You should be prepared to be self-sufficient. This includes your food, cooking arrangements, clothing, sanitation and hygiene, sleeping arrangements and quite often shelter. During some work parties the bothy or parts of it may be habitable, but on major work parties the bothy will be entirely uninhabitable for most of the time. Even when the bothy can be used there is a risk of your equipment getting dirty and damaged. It is essential to check with the organiser beforehand what the situation is likely to be and if in doubt, take a tent.

Food for tea breaks and main meals are sometimes supplied by the Association on major projects but rarely on smaller work parties. This is another thing to check out carefully with the organiser beforehand, and it would be wise to have something of your own to hand in case plans go awry. If the vehicle bringing the work party rations is stuck on the hard shoulder awaiting rescue you don’t want to find yourself going hungry. There may be a fireplace or stove in the bothy but it is often better to be self- sufficient and bring your own stove.

Basic sanitation is primarily up to you, just as during any stay at a bothy. Your fellow members will expect you to observe the Bothy Code and dispose of toilet waste carefully and responsibly. Where the organiser has foreseen a need, a communal toilet facility may be provided. This will be either a dry pit or a chemical (elsan) toilet.

Clothes may get dirty with paints, cement etc. which often cannot be removed later so bring things you don’t mind this happening to. Beware of bringing loose or baggy clothing, like rain capes, as they will just blow about and get in the way, or may become entangled with tools. Remember your feet, and bring an old pair of walking boots or preferably a pair of proper work boots. Trainers, sandals and Wellington boots offer little or no protection, either from above or below. You’ll need both your feet for walking back to the car after the work party.

July to September inclusive is often the season for midges. There are lots of preparations on the market to choose from. A head-net is well worth considering and has the advantage of being chemical free, and not running out when you need it most.

Personal Protective Equipment (PPE) is provided by the MBA, depending on what is necessary for the tasks in hand. This may include

  • Gloves to protect from abrasion and from chemicals, such as cement or paint.
  • Goggles and glasses for eye protection.
  • Helmets to protect the head from falling heavy or sharp objects.
  • Face-masks to prevent inhalation of nuisance dusts.
  • If you are thinking about bringing hand tools please consult the organiser beforehand. Things like measuring tapes and pencils are always useful. We appreciate that you may have your favourite tool for a specific task, but we don’t want you to have carried them for no purpose.
  • The organiser will arrange the provision of all power tools (which are often battery powered).

Additional notes

Children below the age of 16 are not, in law, wholly responsible for themselves. They must be accompanied by a ‘responsible adult’. There may also be persons with a reduced ability to look after themselves. Arrangements for the supervision of such volunteers must be agreed with the organiser before the work party.

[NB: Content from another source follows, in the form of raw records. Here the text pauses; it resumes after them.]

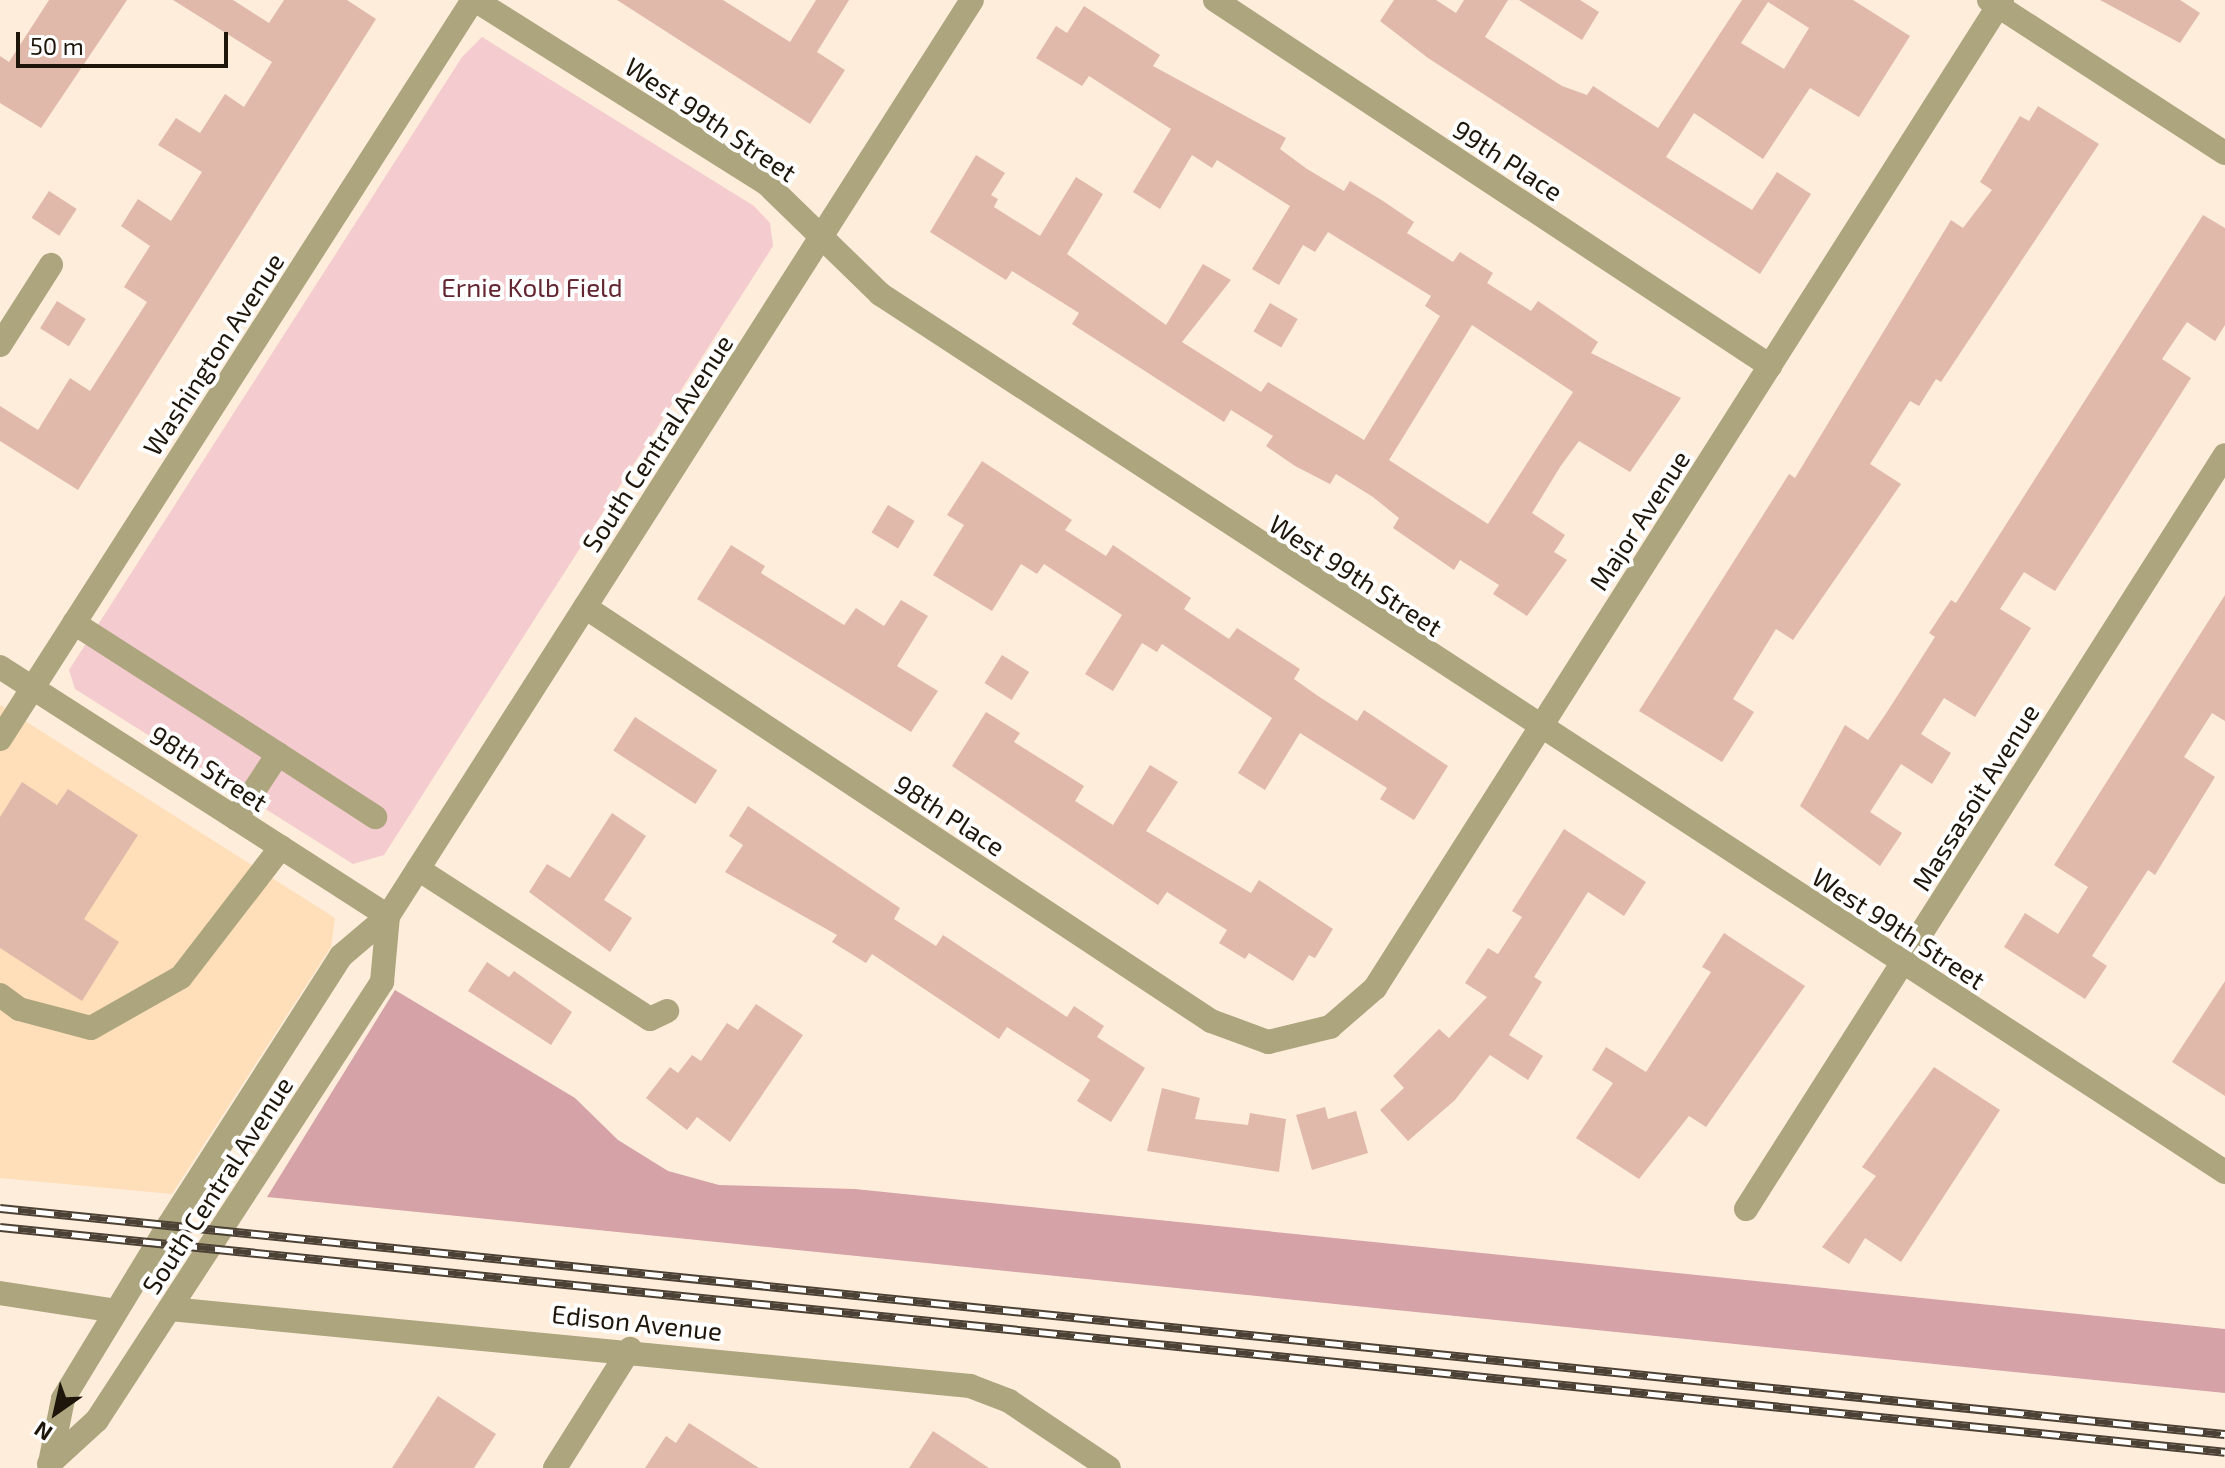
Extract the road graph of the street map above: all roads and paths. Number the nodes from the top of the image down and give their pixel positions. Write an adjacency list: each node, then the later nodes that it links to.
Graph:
1 (474, 0): 6 (street, West 99th Street); 12 (street, Washington Avenue)
2 (972, 0): 6 (street, South Central Avenue)
3 (1215, 0): 9 (street, 99th Place)
4 (1997, 2): 5 (street); 9 (street, Major Avenue)
5 (2225, 153)
6 (822, 236): 11 (street, South Central Avenue); 15 (street, West 99th Street)
7 (51, 265): 8 (street)
8 (0, 345)
9 (1770, 366): 15 (street, Major Avenue)
10 (2225, 455): 23 (street, Massasoit Avenue)
11 (585, 607): 21 (street, South Central Avenue); 26 (street, 98th Place)
12 (74, 623): 14 (street, Washington Avenue); 17 (street)
13 (0, 667): 14 (street, 98th Street)
14 (33, 688): 16 (street, Washington Avenue); 19 (street, 98th Street)
15 (1539, 729): 23 (street, West 99th Street); 26 (street, Major Avenue)
16 (0, 739)
17 (278, 754): 18 (street); 19 (street)
18 (375, 817)
19 (236, 818): 20 (street, 98th Street)
20 (281, 847): 22 (street, 98th Street); 24 (street)
21 (418, 869): 22 (street, South Central Avenue); 25 (street)
22 (388, 916): 30 (street, South Central Avenue); 31 (street, South Central Avenue)
23 (1902, 964): 27 (street, West 99th Street); 28 (street, Massasoit Avenue)
24 (0, 995)
25 (667, 1011)
26 (1295, 1040)
27 (2225, 1172)
28 (1746, 1209)
29 (0, 1293): 31 (street)
30 (170, 1309): 32 (street, Edison Avenue); 34 (street, South Central Avenue)
31 (116, 1311): 34 (street, South Central Avenue)
32 (630, 1349): 33 (street, Edison Avenue); 35 (street)
33 (1074, 1459): 36 (street)
34 (48, 1465)
35 (555, 1468)
36 (1109, 1468)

We recognise and acknowledge that most of our volunteers are resourceful and resilient individuals who often visit bothies. Many will have good map reading and navigational skills from years spent in the mountains which gives them the confidence to travel independently. Whilst many bothies are relatively easy to reach on well-marked paths and tracks some are in particularly remote locations that do require good navigational skills in poor weather.

If you are not suitably competent and confident to travel independently to a bothy then please contact the organiser to ensure that you can make the walk in from an agreed point with other volunteers. Apart from being safer in a mountain environment it often makes the walk feel much shorter in bad weather!

Finally one of the best ways to make a work party a real success is to keep talking to each other. If in doubt about anything then just ask someone. Please also remember to be tolerant and flexible with others as well. There is no one single way which is always right but there will always be a best way for that particular occasion.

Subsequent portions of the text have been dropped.